Em exibição na mostra competitiva do 29º Festival MixBrasil, o documentário traz um olhar mais moderno sobre o HIV, conectando subjetividades e questões íntimas com arte, performance e perspectivas de futuro.

Diferente de “Carta Para Além dos Muros”, excelente documentário de André Canto, a perspectiva de “Deus tem AIDS” não é fazer uma historicidade do HIV/AIDS ou ser uma narrativa informativa.   Para Leal e Vinagre, importam muito mais as questões íntimas que cada personagem traz em suas narrativas pessoais, com olhares múltiplos e interessantes sobre o que é se viver com HIV num país como o Brasil nesse momento – quando se considera o cenário de instabilidade política do governo Bolsonaro e todos os seus cortes em relação as políticas públicas de combate à epidemia da AIDS.

“Deus tem AIDS” já tem um título que, por si só, é uma afirmação. Uma leitura apressada pode pensar no título como “polêmico”, “ousado”, porém essas afirmações dizem mais sobre o leitor do que sobre o título em si. Seria chocante um título que dissesse “Deus tem Diabetes”? Provavelmente não. Entendem-se os estigmas entorno do HIV/AIDS e todo o imagético que se criou sobre as pessoas que vivem com HIV: promíscuas, pecadoras, erráticas. Nesse sentido, o filme de Leal e Vinagre é provocativo e múltiplo, seus personagens divergem em seus olhares e apresentam complexidade para um tema que parece parado no tempo, com discussões estagnadas em olhares datados.

Os entrevistados vão trazer questões fundamentais para a discussão do HIV/AIDS neste tempo: qual é a cara de quem vive com HIV? A quem se destinam as políticas públicas de prevenção ao HIV/AIDS? Quem são as pessoas que ainda morrem de AIDS? A quem interessa ignorar essa discussão?

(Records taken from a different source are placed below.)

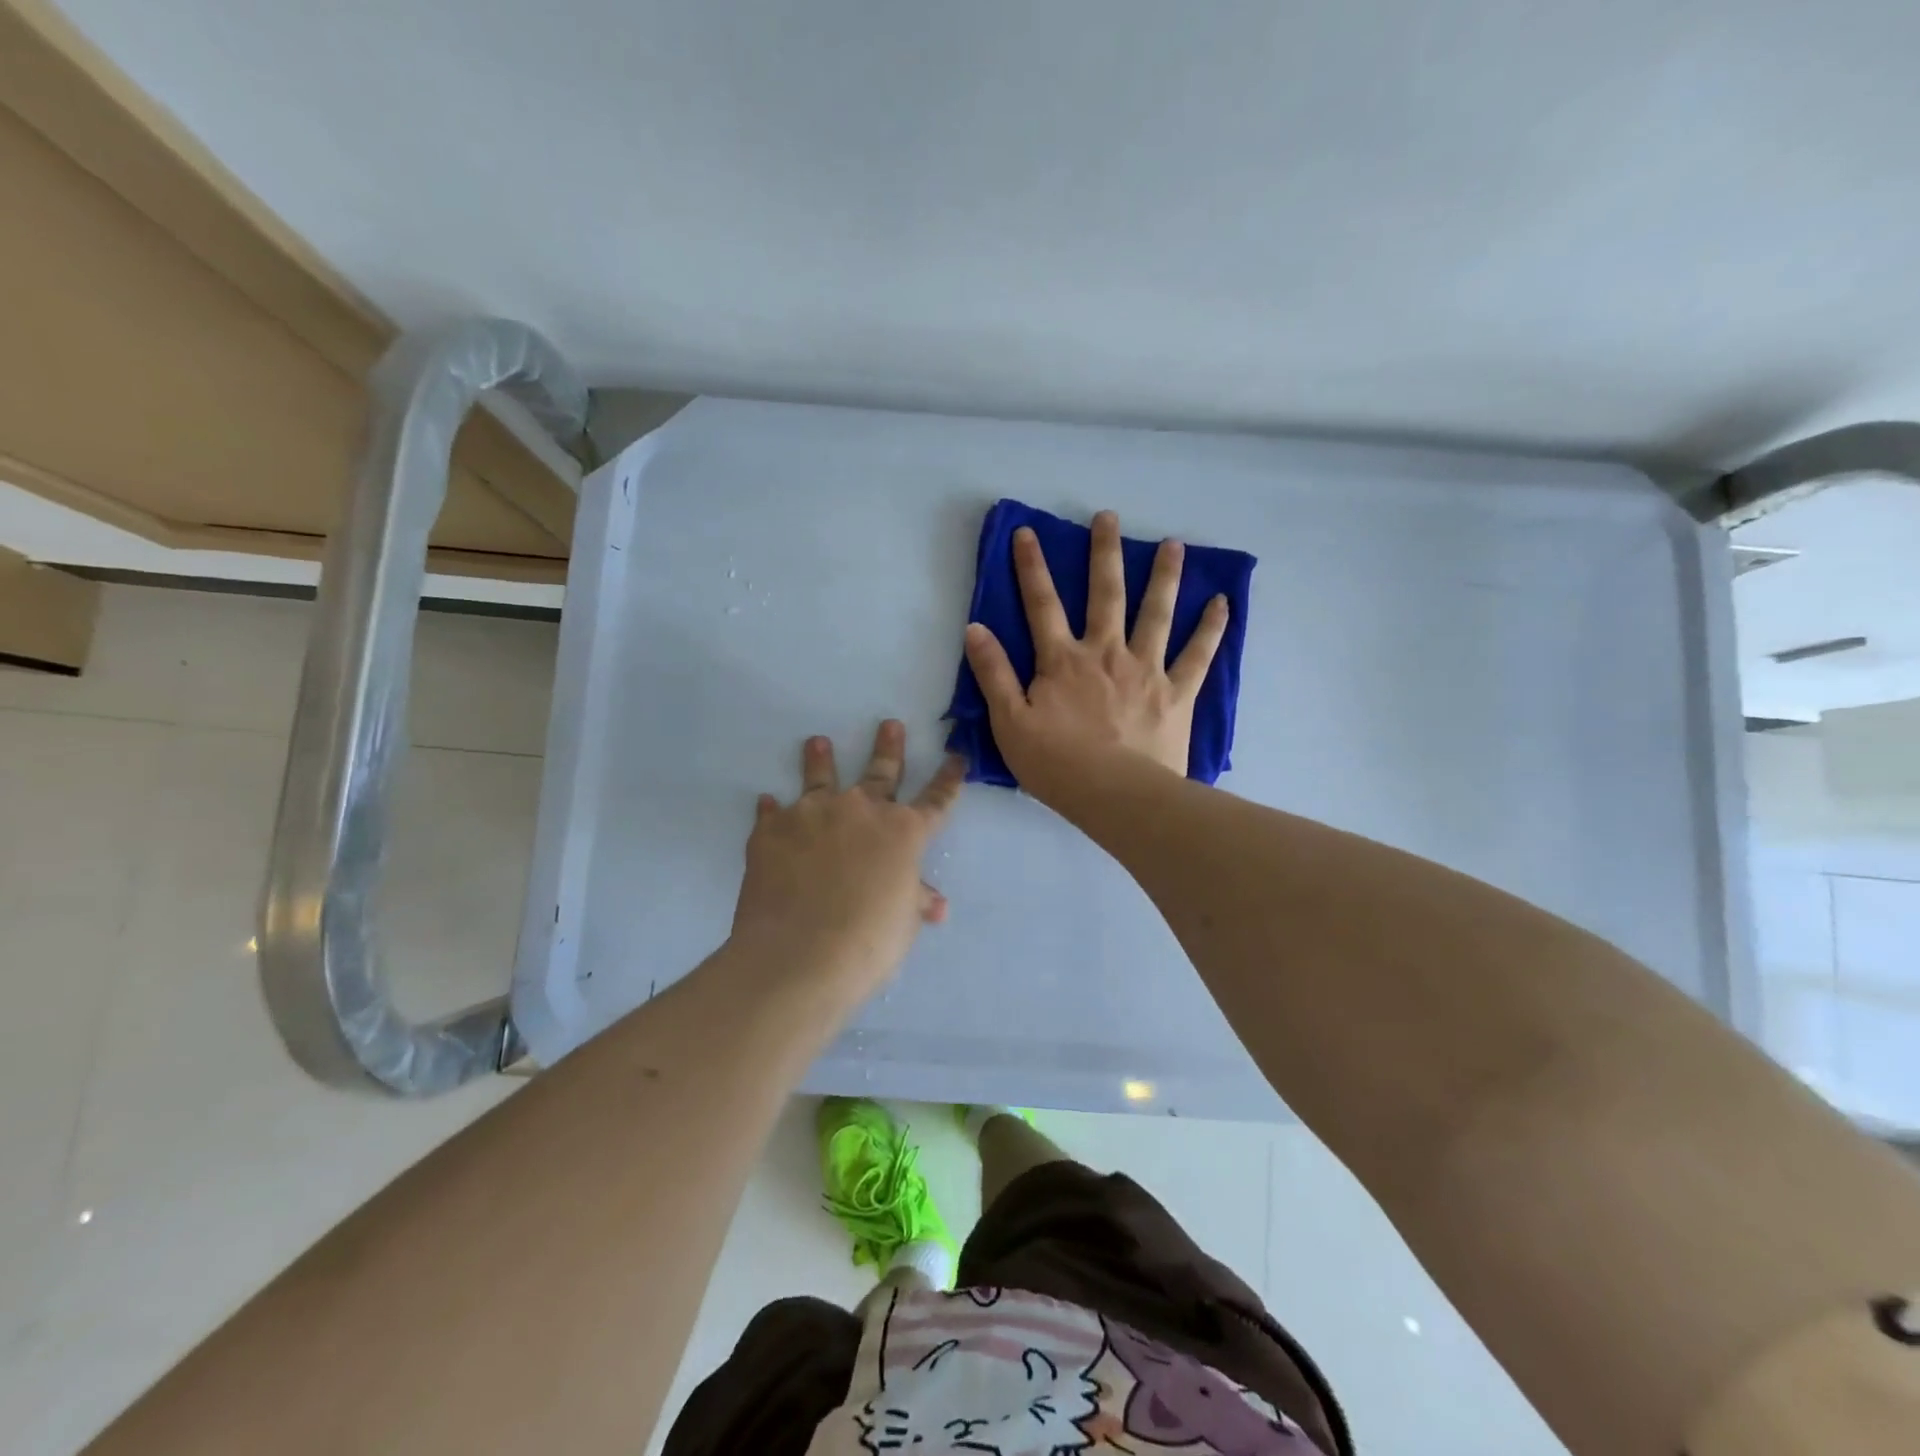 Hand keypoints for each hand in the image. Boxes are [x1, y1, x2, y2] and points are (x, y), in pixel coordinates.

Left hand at [729, 721, 963, 1003]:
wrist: (800, 954)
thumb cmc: (868, 942)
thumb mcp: (903, 922)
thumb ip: (915, 901)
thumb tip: (936, 905)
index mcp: (903, 832)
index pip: (936, 800)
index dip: (949, 780)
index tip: (957, 757)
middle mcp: (860, 810)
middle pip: (881, 772)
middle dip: (889, 748)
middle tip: (889, 724)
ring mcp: (813, 814)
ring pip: (821, 777)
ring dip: (821, 759)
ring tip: (817, 742)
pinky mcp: (772, 829)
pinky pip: (773, 812)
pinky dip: (772, 809)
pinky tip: (767, 802)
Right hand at [962, 509, 1227, 797]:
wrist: (1116, 796)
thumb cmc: (1057, 764)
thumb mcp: (1009, 722)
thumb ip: (993, 673)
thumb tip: (975, 628)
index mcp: (1063, 660)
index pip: (1041, 604)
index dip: (1031, 567)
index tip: (1028, 533)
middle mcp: (1106, 652)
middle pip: (1104, 594)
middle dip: (1104, 553)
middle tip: (1109, 517)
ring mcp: (1146, 669)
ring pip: (1156, 613)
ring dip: (1164, 576)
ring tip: (1174, 545)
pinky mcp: (1177, 692)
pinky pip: (1197, 655)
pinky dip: (1211, 628)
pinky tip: (1222, 603)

“Deus tem AIDS” consegue tangenciar temas como a ainda alta mortandade de pessoas por AIDS no Brasil mesmo com o tratamento gratuito e universal; bem como os atravessamentos do tema, isto é, como ele impacta a vida de homens e mulheres negros e de pessoas trans.

É interessantíssimo que todos esses pontos são debatidos a partir de experiências artísticas, transformações pessoais e experiências corpóreas que colocam em xeque estigmas, preconceitos e expectativas – essencialmente as expectativas de pessoas soronegativas. E para isso o filme também não tem medo de ser incômodo ou desconfortável, como por exemplo na filmagem detalhada de uma performance que envolve o sangue HIV + de um dos personagens. Essa ousadia não será surpresa para quem já acompanha o trabalho dos diretores, como os longas de Gustavo Vinagre, vide “A Rosa Azul de Novalis” (2018) e o recente “Desaprender a Dormir” (2021), porém pode surpreender os desavisados.

No final das contas, o grande trunfo do filme é ser um documentário extremamente político e forte em um ano como 2021, mas ainda assim ser surpreendemente subjetivo e íntimo, adentrando caminhos que tocam o espectador e auxiliam nesse olhar mais delicado e dedicado ao outro. As diferenças entre os personagens mostrados trazem esse olhar sobre o quanto ignoramos as pessoas que vivem com HIV e como esse tema parece ainda perdido em narrativas sobre mortes nos anos 80 e 90, ignorando aqueles que vivem e morrem no agora. Com suas ousadias e sua interessante montagem, “Deus tem AIDS” precisa ser visto, revisto e pensado em suas múltiplas perspectivas. Não perca!